Now that the mask is off, I can wholeheartedly say knew something weird was afoot when the CEO of the publication I used to write for would find ways to bring up Trump during meetings. Though said person aligned themselves opposite of him, they’d bring up news involving him which felt waste of time since the overall “team” was meant to discuss work. Never mind the increasingly passive aggressive comments about producing articles faster leading up to my layoff. In my effort to becoming more concise and say yes to every pivot or quick story, I started to resent what I was doing.
Though I’ll always have a love for the research and storytelling aspect of journalism, I recognize it’s a playground for business owners. If they increase SEO and ad revenue while getting rid of anyone they feel no longer fits their aesthetic or budget, that’s the real win for them. Plus, media is getting away from long-form content and truth-telling.
The “What’s Next,” Question No Longer Stresses Me Out
I used to think I needed to have a response for the age old “what’s next” question. I thought it meant I was unprepared for life if my answer wasn’t precise and to other people’s liking. But now? Now I’ve been shoulder shrugging it or answering honestly: “I don’t know. I’m just taking it one day at a time.”
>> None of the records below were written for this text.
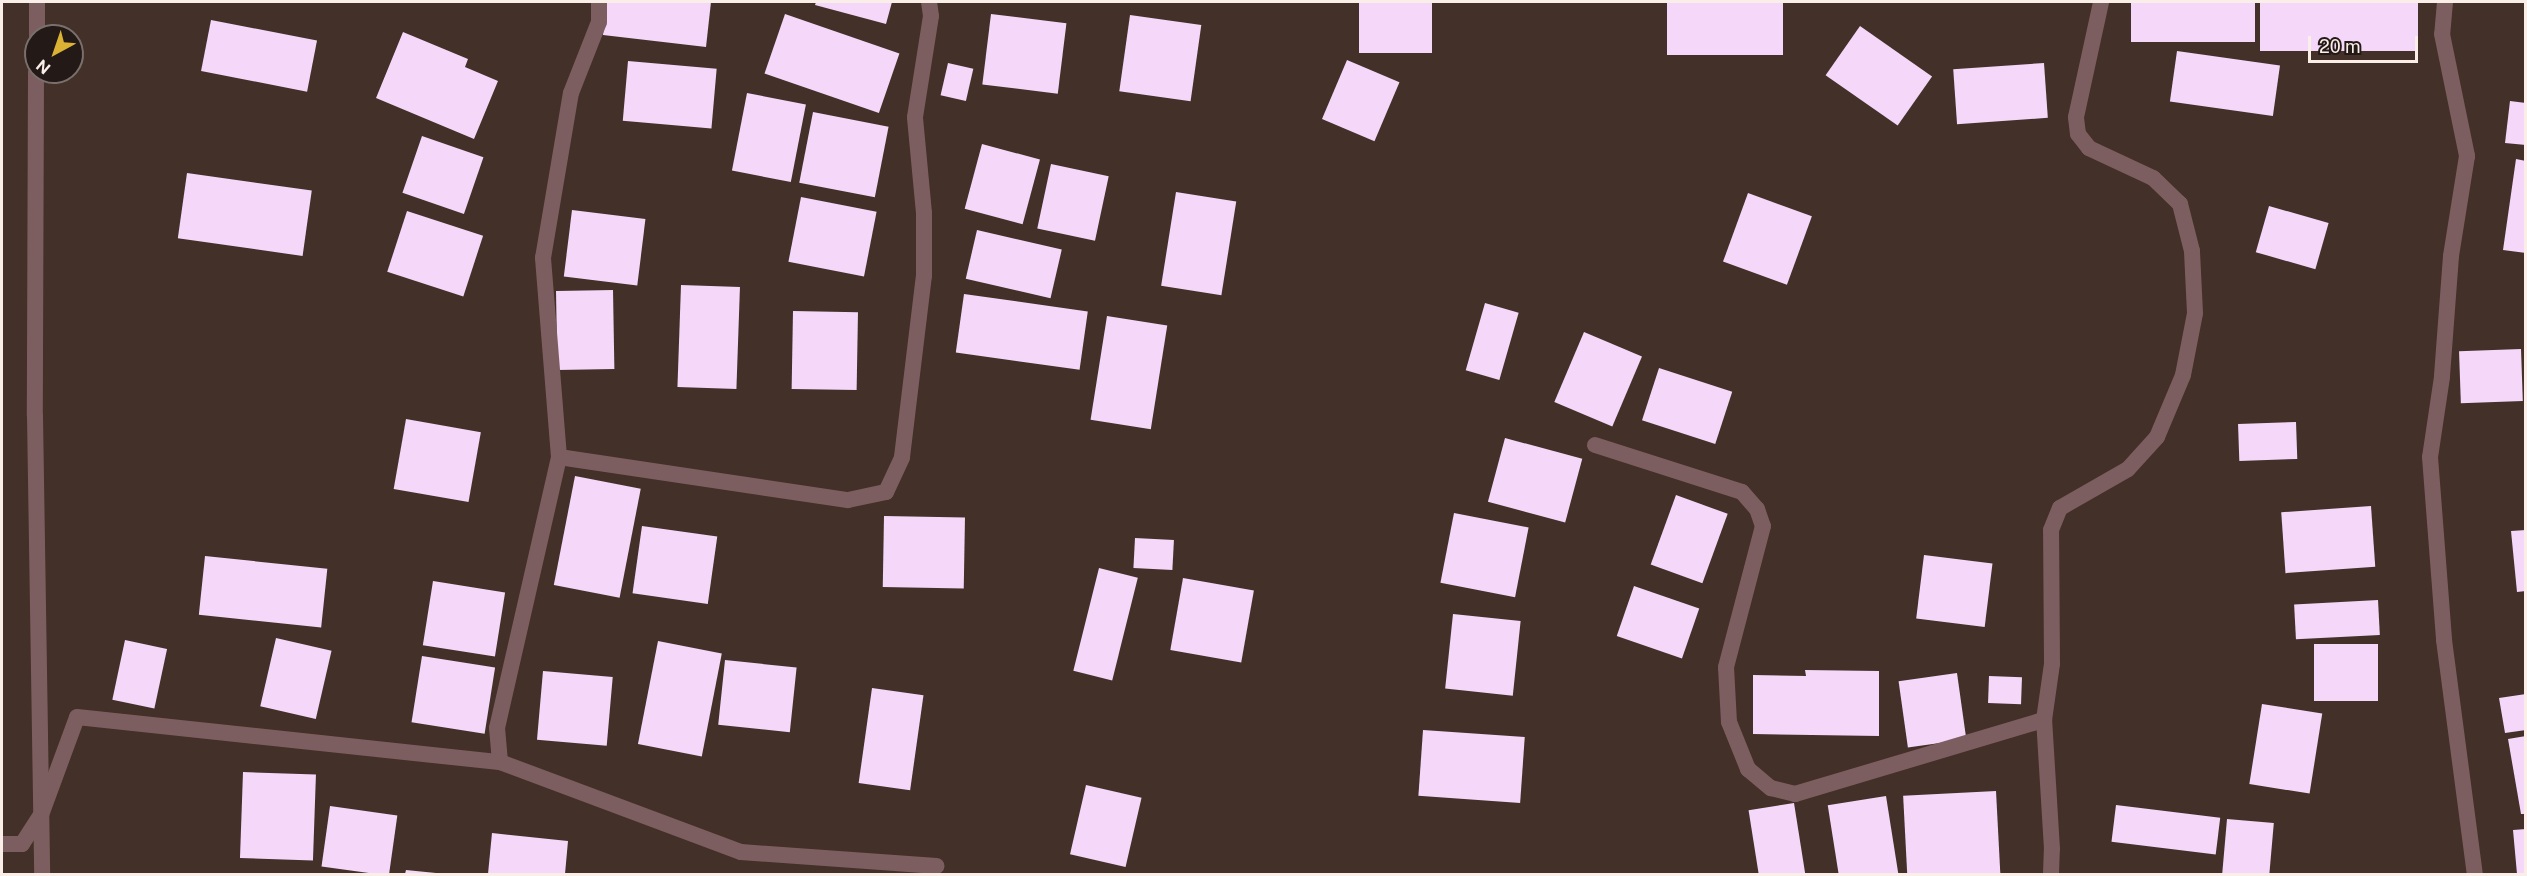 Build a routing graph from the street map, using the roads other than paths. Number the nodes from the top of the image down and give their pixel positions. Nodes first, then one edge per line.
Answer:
1 (37, 2) edge
2 (599, 2) edge
3 (930, 2) edge
4 (2101, 2) edge
5 (2445, 2) edge
6 (36, 24) edge
7 (36, 84) edge
8 (1595, 445) dead end
9 (559, 457) junction
10 (2044, 720) junction
11 (500, 762) junction
12 (40, 815) junction
13 (2, 844) edge
14 (936, 866) dead end
15 (42, 874) edge
16 (2051, 874) edge
17 (2475, 874) edge

1 - 6 street
2 - 9 street
3 - 9 street
4 - 10 street
5 - 17 street
7 - 12 street
8 - 10 street
9 - 11 street
10 - 16 street
11 - 12 street
11 - 14 street
12 - 13 street
12 - 15 street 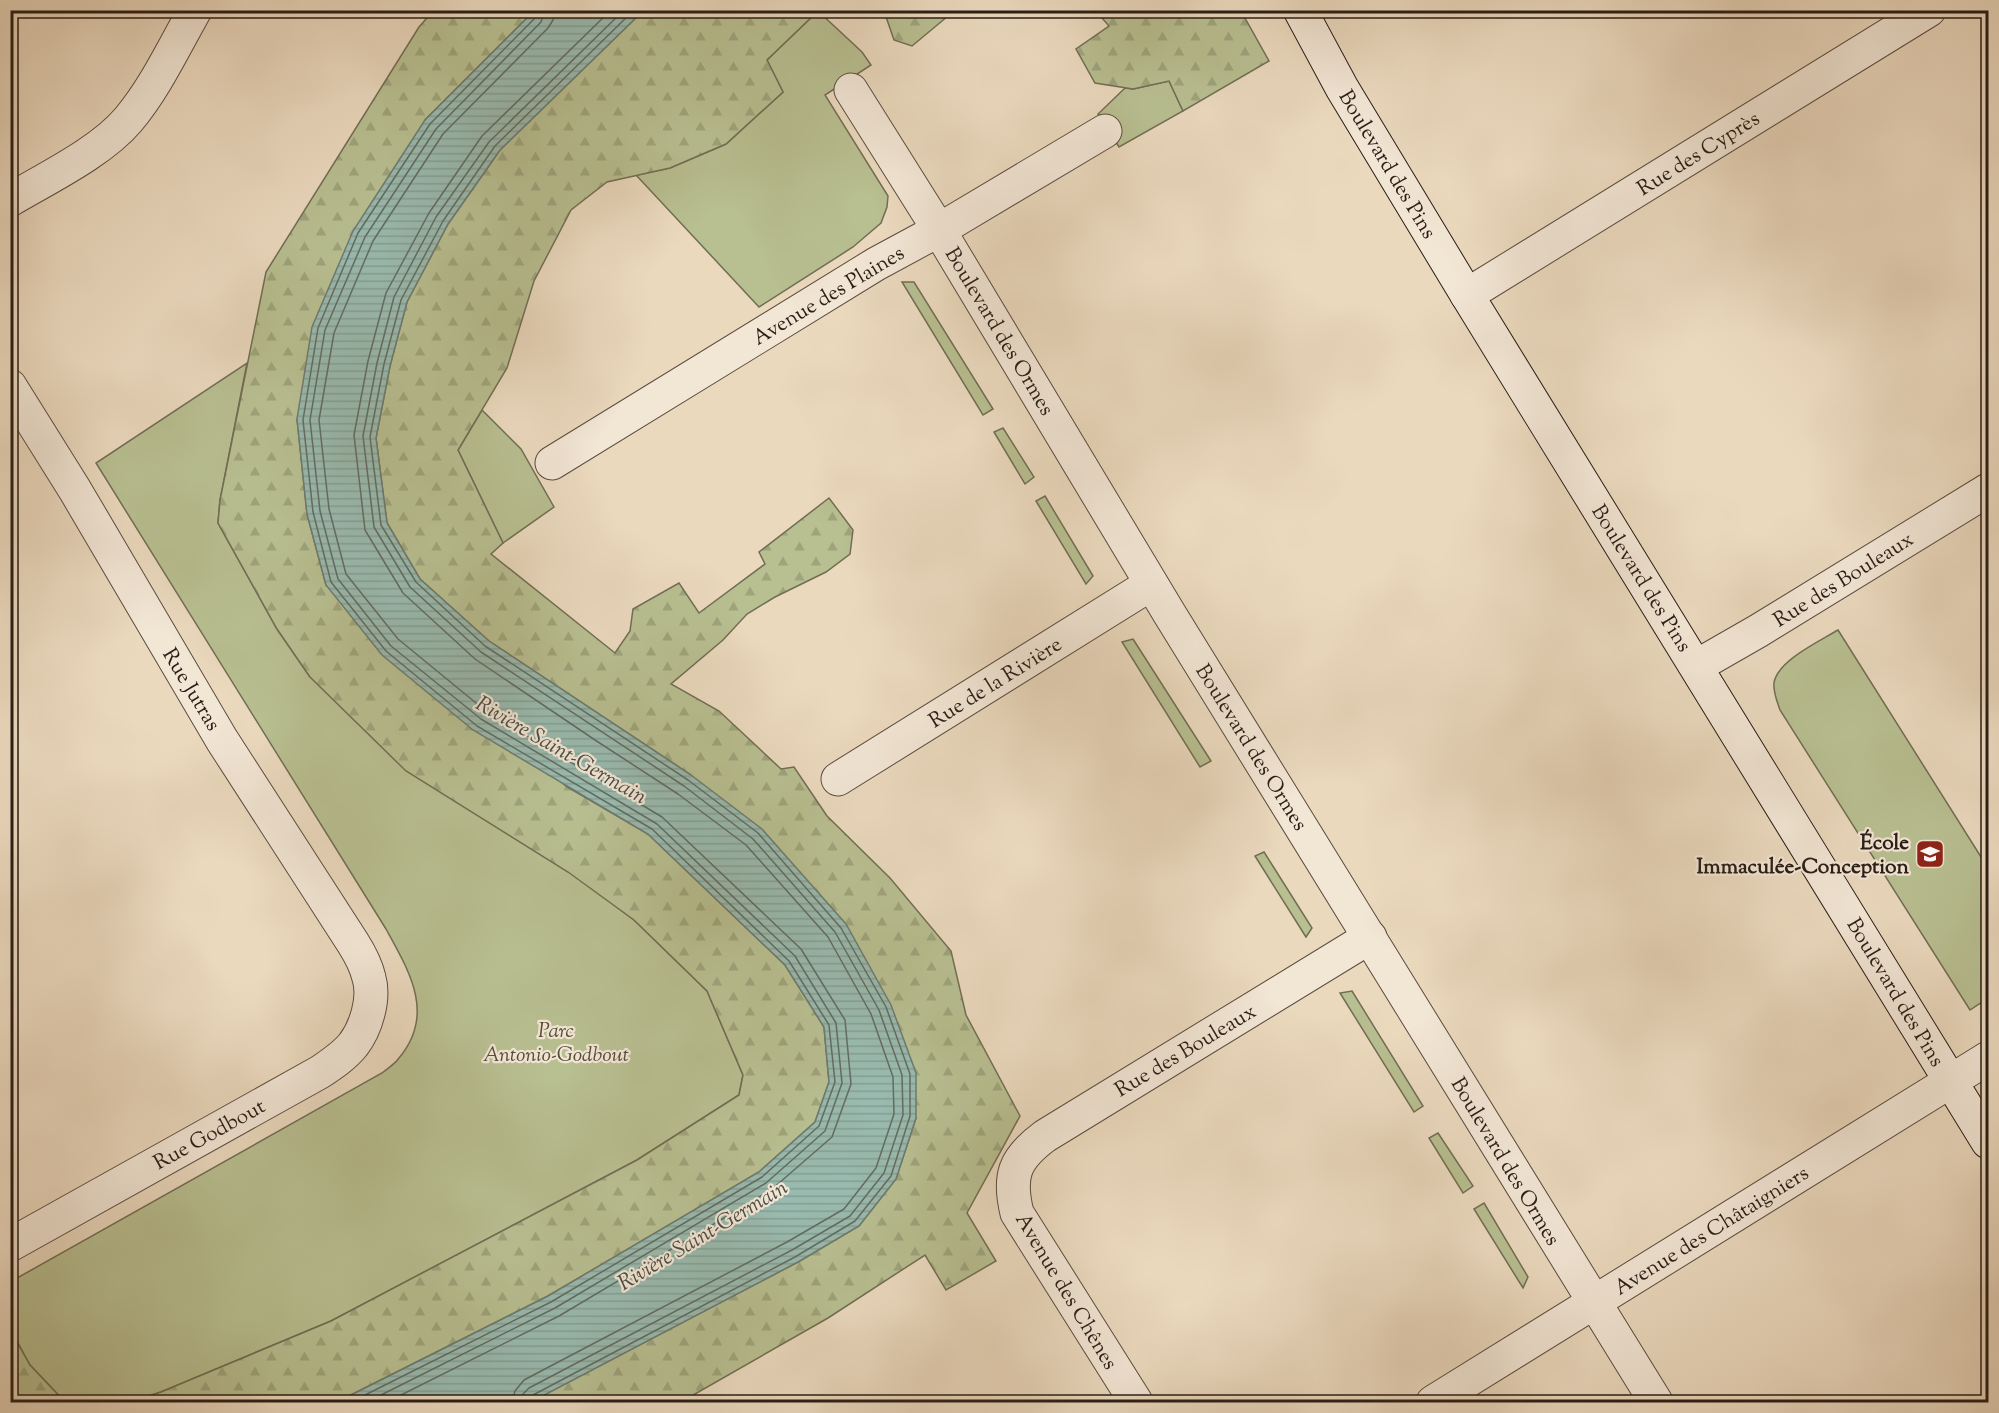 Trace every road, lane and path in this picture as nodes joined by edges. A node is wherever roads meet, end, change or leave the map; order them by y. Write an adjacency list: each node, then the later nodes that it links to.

What matters to me is that my family and I still have a place to call home in the midst of so much painful change. That being present feels like a breath of fresh air instead of worrying about the future and things that are beyond my control. Obviously, there are some things that can be planned, but the career thing?
I’m giving myself permission to be open to what God has for me because it turns out that I’m no longer angry about what happened. It needed to.
I needed to change and if I’m being honest, I was begging for it towards the end of last year. Yeah, exactly a year ago.
Isn’t it funny how it may not come in the form we want it to, but it ends up being the very thing we need?